Calculate the importance of the computational path **from head 6 at layer 9 to the final layer (`receiver_hook_name`)** in predicting the indirect object token using activation patching and logit difference. Explain your code

In [16]:
corrupted_prompt = "Laura told Katie: 'Persistence is all you need'. Bread replied back to "

In [17]:
clean_tokens = model.to_tokens(prompt)
corrupted_tokens = model.to_tokens(corrupted_prompt)

In [18]:
_, clean_activations = model.run_with_cache(clean_tokens)
_, corrupted_activations = model.run_with_cache(corrupted_tokens)

The attention head to be patched is defined here.

In [19]:
head_idx, layer_idx = 6, 9
hook_name = utils.get_act_name("attn", layer_idx)

We also extract the activations of this head for the corrupted input.

In [20]:
corrupted_head_activations = corrupted_activations[hook_name][0, head_idx, :, :]
corrupted_head_activations.shape

torch.Size([18, 18])

This function replaces the attention head's activations on the clean input with those from the corrupted input. The function is then added as a hook to the model, and the model is run on the clean input with this modification. This simulates the effect of the attention head's outputs on the corrupted input, but within the context of the clean input.

In [21]:
def patch_head_activation(activations, hook):
    activations[0, head_idx, :, :] = corrupted_head_activations
    return activations

In [22]:
model.add_hook(hook_name, patch_head_activation)
_, patched_activations = model.run_with_cache(clean_tokens)

In [23]:
def extract_receiver_activations(activations, hook_name):
    return activations[hook_name]

In [24]:
receiver_activations = extract_receiver_activations(patched_activations, receiver_hook_name)

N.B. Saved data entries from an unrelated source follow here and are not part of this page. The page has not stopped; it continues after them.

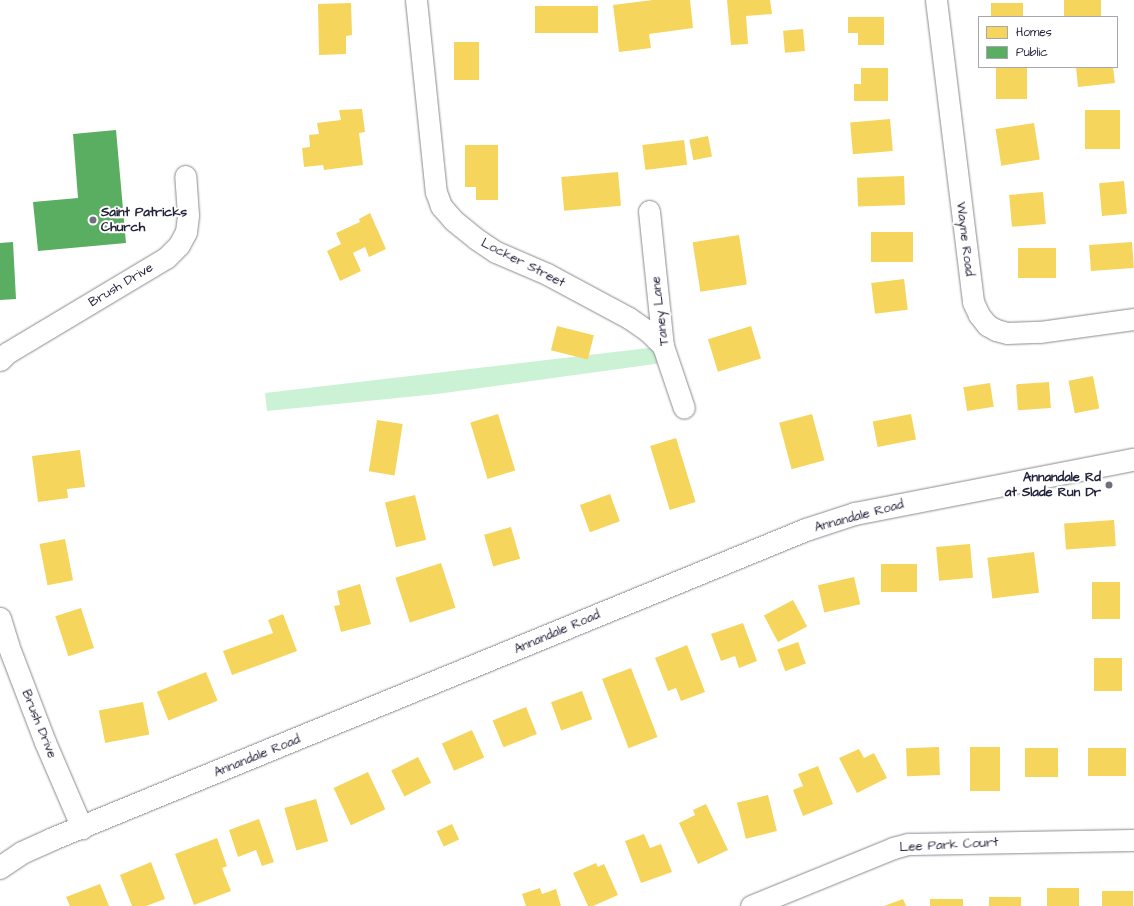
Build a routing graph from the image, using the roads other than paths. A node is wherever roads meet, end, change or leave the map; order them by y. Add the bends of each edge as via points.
1 (416, 0) edge
2 (936, 0) edge
3 (185, 176) dead end
4 (649, 211) dead end
5 (1134, 319) edge
6 (663, 346) junction
7 (0, 360) edge
8 (684, 408) dead end
9 (1134, 460) edge
10 (0, 618) edge
11 (82, 828) junction
12 (1134, 840) edge
13 (0, 868) edge
14 (750, 906) edge

1 - 6 street, Locker Street via 436,192 441,206 453,220 496,252 547,274 629,318
2 - 5 street, Wayne Road via 973,302 979,315 987,325 1007,333 1040,332
3 - 7 street, Brush Drive via 188,215 186,232 179,246 166,258 7,353
4 - 6 street, Taney Lane
6 - 8 street, Taney Lane
9 - 11 main road, Annandale Road via 854,514 806,530
10 - 11 street, Brush Drive via 37,721
11 - 13 main road, Annandale Road via 22,853
12 - 14 street, Lee Park Court via 908,844

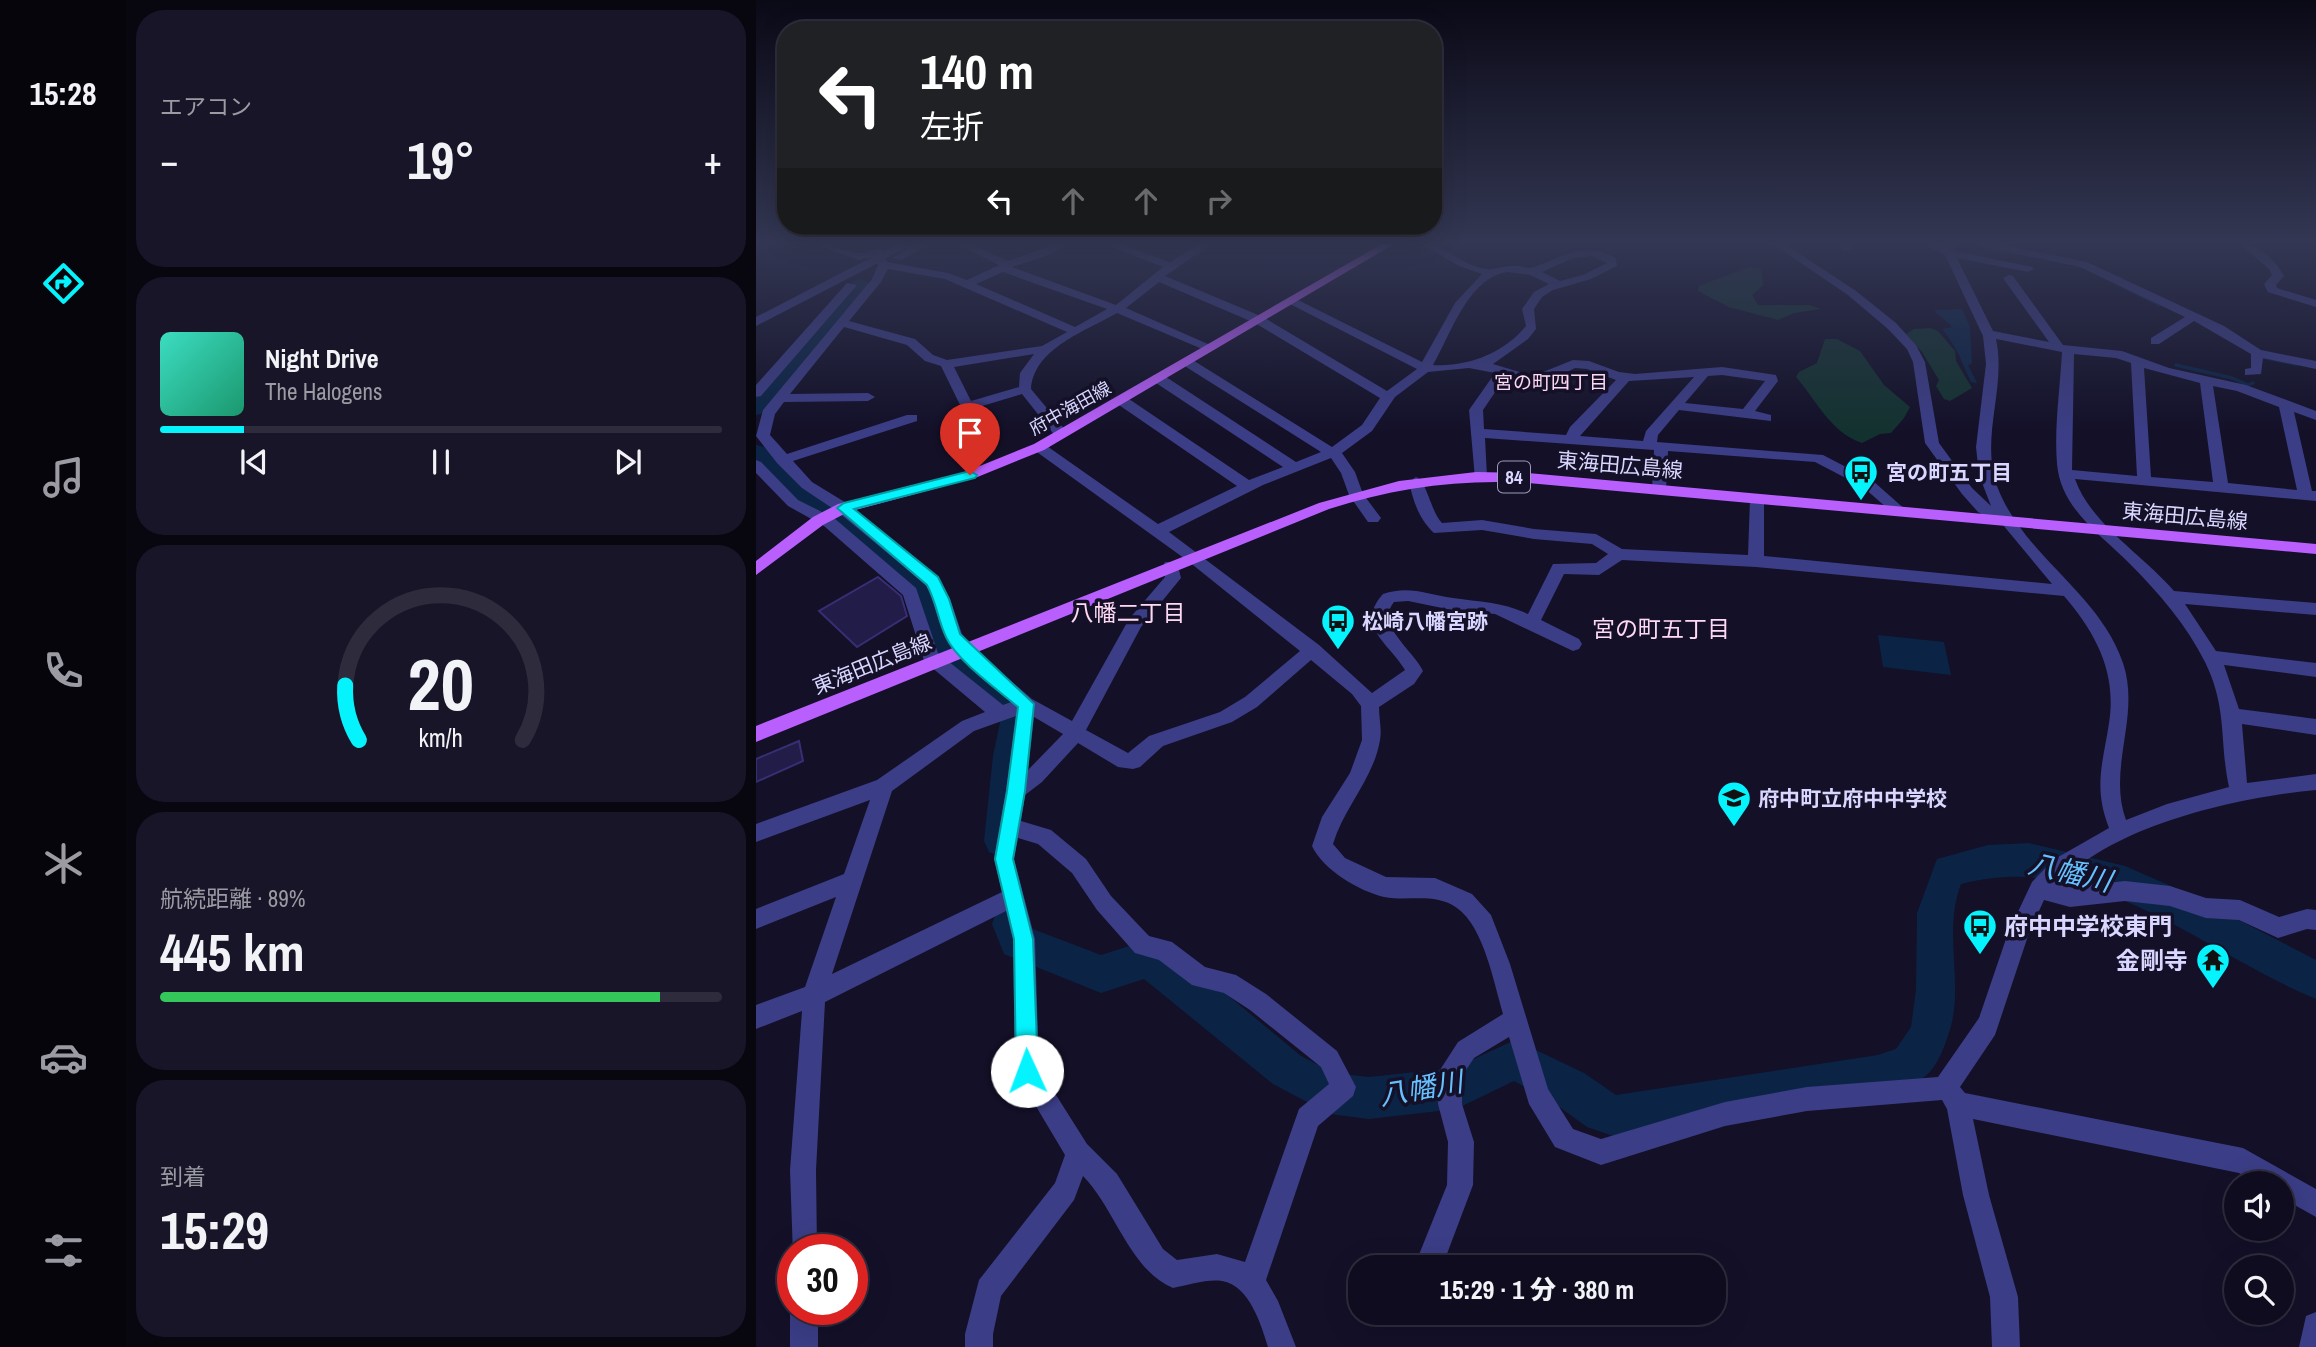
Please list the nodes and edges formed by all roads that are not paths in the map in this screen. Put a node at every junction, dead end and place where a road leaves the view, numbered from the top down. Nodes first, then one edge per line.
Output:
1 (790, 307) edge
2 (827, 307) edge
3 (855, 307) edge
4 (1021, 307) edge
5 (1111, 307) edge
6 (1120, 307) edge
7 (1228, 307) edge
8 (1283, 307) edge
9 (1302, 307) edge
10 (1460, 307) edge
11 (1529, 307) edge
12 (1869, 307) edge
13 (1977, 307) edge
14 (2031, 307) edge
15 (2161, 307) edge
16 (1117, 309) junction
17 (2191, 318) junction
18 (1259, 320) junction
19 (756, 322) edge
20 (842, 323) junction
21 (1077, 331) junction
22 (1989, 334) junction
23 (2155, 341) dead end
24 (1211, 348) junction
25 (1045, 349) junction
26 (2064, 349) junction
27 (2257, 356) junction
28 (2137, 360) junction
29 (1187, 362) junction
30 (946, 364) junction
31 (2316, 365) edge
32 (1481, 366) junction
33 (1424, 368) junction
34 (1503, 371) junction
35 (1705, 372) junction
36 (2249, 372) dead end
37 (1626, 377) junction
38 (1158, 378) junction
39 (2206, 379) junction
40 (1025, 389) junction
41 (756, 393) edge
42 (2258, 394) junction
43 (868, 397) dead end
44 (1388, 397) junction
45 (779, 398) junction
46 (1121, 400) junction
47 (2285, 404) junction
48 (1675, 406) junction
49 (2316, 411) edge
50 (1746, 413) junction
51 (2316, 416) edge
52 (912, 418) dead end
53 (1766, 418) dead end
54 (1478, 433) junction
55 (1061, 434) junction
56 (1572, 438) junction
57 (1655, 444) junction
58 (1039, 446) junction
59 (1332, 451) junction
60 (782, 460) junction
61 (756, 465) edge
62 (1293, 467) junction
63 (2066, 474) junction
64 (1480, 476) junction
65 (2144, 481) junction
66 (1416, 482) junction
67 (1248, 486) junction
68 (2221, 488) junction
69 (1659, 490) junction
70 (1356, 495) junction
71 (2311, 495) edge
72 (1757, 499) junction
73 (844, 508) junction
74 (1900, 511) junction
75 (1373, 517) dead end
76 (822, 519) junction
77 (2008, 521) junction
78 (2101, 529) junction
79 (1157, 531) junction
80 (2316, 549) edge
81 (1619, 554) junction
82 (1194, 557) junction
83 (1756, 561) junction
84 (1171, 566) junction
85 (756, 569) edge
86 (2069, 591) junction
87 (2170, 597) junction
88 (2316, 610) edge
89 (1531, 624) junction
90 (1573, 644) dead end
91 (965, 650) junction
92 (1312, 650) junction
93 (2212, 657) junction
94 (936, 662) junction
95 (2316, 670) edge
96 (1026, 704) junction
97 (1370, 704) junction
98 (1001, 714) junction
99 (2232, 715) junction
100 (2316, 727) edge
101 (756, 734) edge
102 (1075, 734) junction
103 (2316, 782) edge
104 (884, 786) junction
105 (1016, 791) junction
106 (2239, 792) junction
107 (1010, 828) junction
108 (2121, 832) junction
109 (756, 833) edge
110 (853, 880) junction
111 (2039, 889) junction
112 (1015, 897) junction
113 (756, 919) edge
114 (2316, 920) edge
115 (814, 995) junction
116 (756, 1017) edge
117 (1515, 1020) junction
118 (1952, 1096) junction
119 (1078, 1153) junction
120 (2260, 1171) edge
121 (2294, 1191) edge
122 (2316, 1204) edge
123 (804, 1234) edge
124 (1433, 1255) edge
125 (1252, 1281) junction
126 (804, 1325) edge
127 (2316, 1326) edge
128 (804, 1347) edge
129 (979, 1347) edge
130 (1282, 1347) edge
131 (2006, 1347) edge
132 (2314, 1347) edge

1 - 19 street
2 - 41 street
3 - 20 street
4 - 21 street
5 - 16 street
6 - 16 street
7 - 18 street
8 - 18 main road, 府中海田線
9 - 33 street
10 - 33 street
11 - 32 street
12 - 77 street
13 - 22 street
14 - 26 street
15 - 17 street
16 - 21 street
16 - 24 street
17 - 23 street
17 - 27 street
18 - 24 main road, 府中海田線
18 - 44 street
20 - 30 street
20 - 45 street
21 - 25 street
22 - 26 street
22 - 77 street
24 - 29 main road, 府中海田線
25 - 30 street
25 - 40 street
26 - 28 street
26 - 63 street
27 - 31 street
27 - 36 street
28 - 39 street
28 - 65 street
29 - 38 main road, 府中海田線
29 - 59 street
30 - 40 street
32 - 33 street
32 - 34 street
33 - 44 street
34 - 37 street
34 - 54 street
35 - 37 street
35 - 48 street
35 - 50 street
37 - 56 street
38 - 46 main road, 府中海田線
38 - 62 street
39 - 42 street
39 - 68 street
40 - 55 street
42 - 47 street
42 - 49 street
43 - 45 street
44 - 59 street
45 - 60 street
46 - 55 main road, 府中海田線
46 - 67 street
47 - 51 street
47 - 71 street
48 - 50 street
48 - 57 street
50 - 53 street
52 - 60 street
54 - 56 street
54 - 64 street
55 - 58 main road, 府中海田線
56 - 57 street
57 - 69 street
57 - 74 street
58 - 73 main road, 府中海田線
58 - 79 street
59 - 62 street
59 - 70 street
60 - 73 street
61 - 76 street
62 - 67 street
63 - 65 street
63 - 78 street
64 - 66 main road, 東海田広島線 / 84
64 - 69 main road, 東海田広島線 / 84
65 - 68 street
66 - 70 main road, 東海田広島線 / 84
66 - 81 street
67 - 79 street
68 - 71 street
69 - 72 main road, 東海田広島線 / 84
70 - 75 street
70 - 82 main road, 東海田広島線 / 84
72 - 74 main road, 東海田広島線 / 84
72 - 83 street
73 - 76 main road, 府中海田線
73 - 91 street
74 - 77 main road, 東海田広島線 / 84
76 - 85 main road, 府中海田線
76 - 94 street
77 - 78 main road, 東海田広島線 / 84
77 - 86 street
78 - 80 main road, 東海田広島線 / 84
78 - 87 street
79 - 82 street
81 - 83 street
81 - 89 street
82 - 84 main road, 東海田広島線 / 84
82 - 92 street
83 - 86 street
84 - 91 main road, 東海田広島線 / 84
84 - 102 street
86 - 108 street
87 - 88 street
87 - 93 street
89 - 90 street
89 - 97 street
91 - 94 main road, 東海田広島線 / 84
91 - 96 street
92 - 97 street
92 - 102 street
93 - 95 street
93 - 99 street
94 - 98 street
94 - 101 main road, 東海田広島線 / 84
96 - 98 street
96 - 102 street
96 - 105 street
97 - 117 street
98 - 104 street
99 - 100 street
99 - 106 street
102 - 105 street
103 - 106 street
104 - 109 street
104 - 110 street
105 - 107 street
106 - 108 street
107 - 112 street
107 - 125 street
108 - 111 street
110 - 113 street
110 - 115 street
111 - 114 street
111 - 118 street
112 - 115 street
112 - 119 street
115 - 116 street
115 - 123 street
117 - 118 street
117 - 124 street
118 - 120 street
118 - 131 street
119 - 125 street
119 - 129 street
121 - 122 street
125 - 130 street
126 - 128 street
127 - 132 street

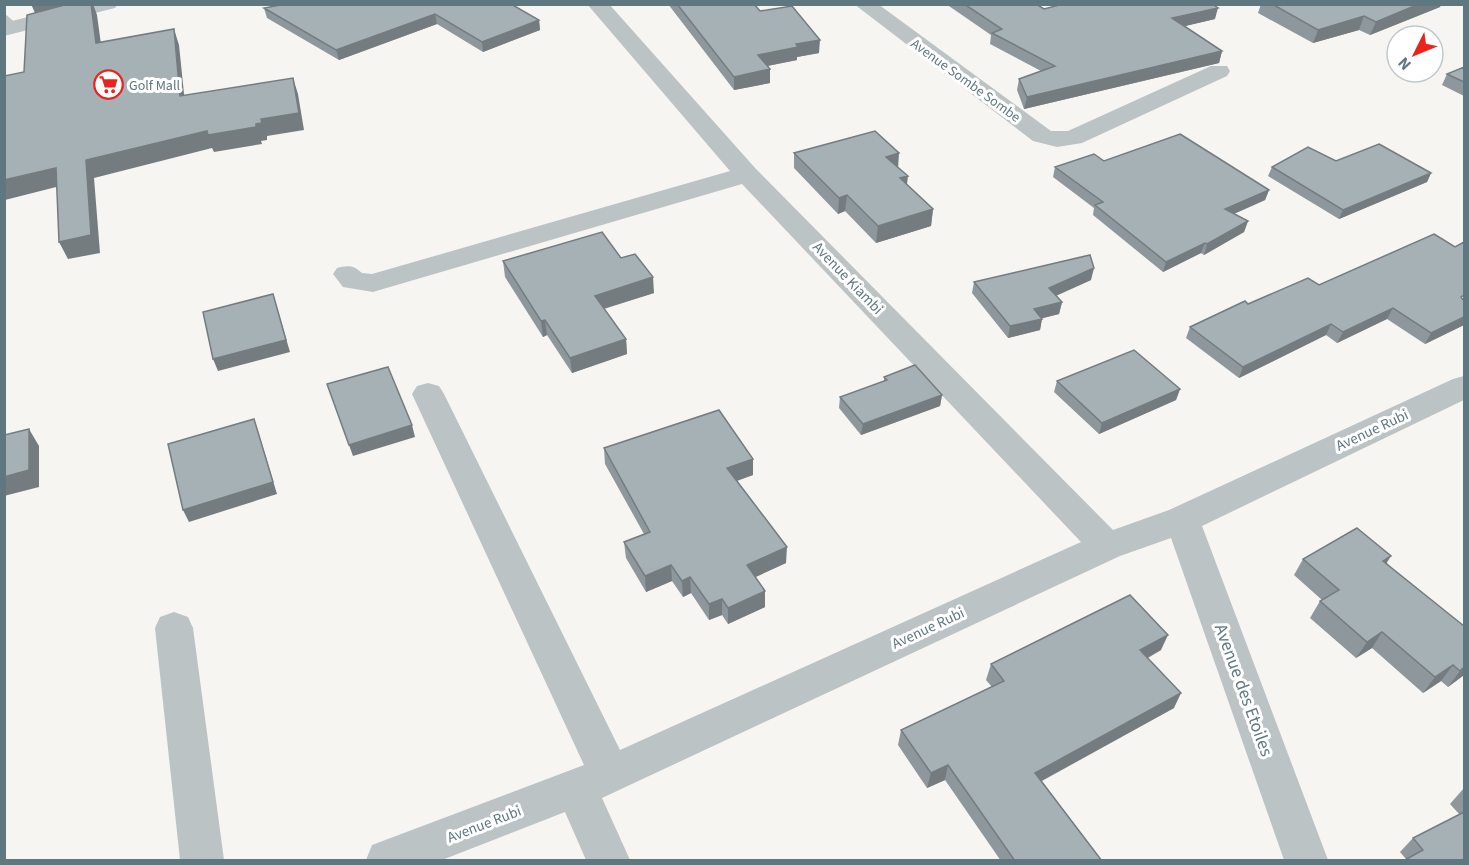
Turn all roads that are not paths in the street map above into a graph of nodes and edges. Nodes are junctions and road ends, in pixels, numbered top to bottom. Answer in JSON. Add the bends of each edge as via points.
{"nodes":[{"id":1,"x":108,"y":4,"type":"edge"},
{"id":2,"x":597,"y":4,"type":"edge"},
{"id":3,"x":864,"y":4,"type":"edge"},
{"id":4,"x":8,"y":25,"type":"edge"},
{"id":5,"x":1219,"y":71,"type":"edge"},
{"id":6,"x":747,"y":174,"type":"junction"},
{"id":7,"x":347,"y":274,"type":"dead end"},
{"id":8,"x":1464,"y":387,"type":"edge"},
{"id":9,"x":428,"y":394,"type":"dead end"},
{"id":10,"x":1182,"y":520,"type":"junction"},
{"id":11,"x":1107,"y":546,"type":"junction"},
{"id":12,"x":174,"y":627,"type":"dead end"},
{"id":13,"x":593,"y":782,"type":"junction"},
{"id":14,"x":202,"y":861,"type":"edge"},
{"id":15,"x":388,"y":861,"type":"edge"},
{"id":16,"x":608,"y":861,"type":"edge"},
{"id":17,"x":1306,"y":861,"type":"edge"}],
"edges":[{"from":1,"to":4,"type":"street"},
{"from":2,"to":6,"type":"street","name":"Avenue Kiambi"},
{"from":3,"to":5,"type":"street","name":"Avenue Sombe Sombe","via":[[1042,136],[1057,140],[1073,138]]},
{"from":6,"to":7,"type":"street","via":[[373,283],[353,281]]},
{"from":6,"to":11,"type":"street","name":"Avenue Kiambi"},
{"from":8,"to":10,"type":"street","name":"Avenue Rubi"},
{"from":9,"to":13,"type":"street"},
{"from":10,"to":11,"type":"street","name":"Avenue Rubi"},
{"from":10,"to":17,"type":"street","name":"Avenue des Etoiles"},
{"from":11,"to":13,"type":"street","name":"Avenue Rubi"},
{"from":12,"to":14,"type":"street"},
{"from":13,"to":15,"type":"street","name":"Avenue Rubi"},
{"from":13,"to":16,"type":"street"}]}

This part of the code is patching the receiver nodes (which, in this case, are the final layer activations) to the state they would be in after the patching of the chosen head. This is done to isolate the effect of the chosen head from the downstream computation of the model

In [25]:
def patch_receiver_activations(activations, hook):
    activations = receiver_activations
    return activations

In [26]:
model.reset_hooks()
patched_logits = model.run_with_hooks(
    clean_tokens,
    fwd_hooks=[(receiver_hook_name, patch_receiver_activations)]
)

In [27]:
def compute_logit_difference(clean_activations, patched_activations, target_token):
    clean_target_logit = clean_activations[:, -1, target_token]
    patched_target_logit = patched_activations[:, -1, target_token]
    return patched_target_logit - clean_target_logit

Next, we calculate the difference in logits between the `clean_tokens` and the logits of the `clean_tokens` with the patched computational path.

In [28]:
model.reset_hooks()
clean_logits = model(clean_tokens)

In [29]:
target_token = model.to_single_token("John")

In [30]:
output = compute_logit_difference(clean_logits, patched_logits, target_token)

In [31]:
output

tensor([-0.0321])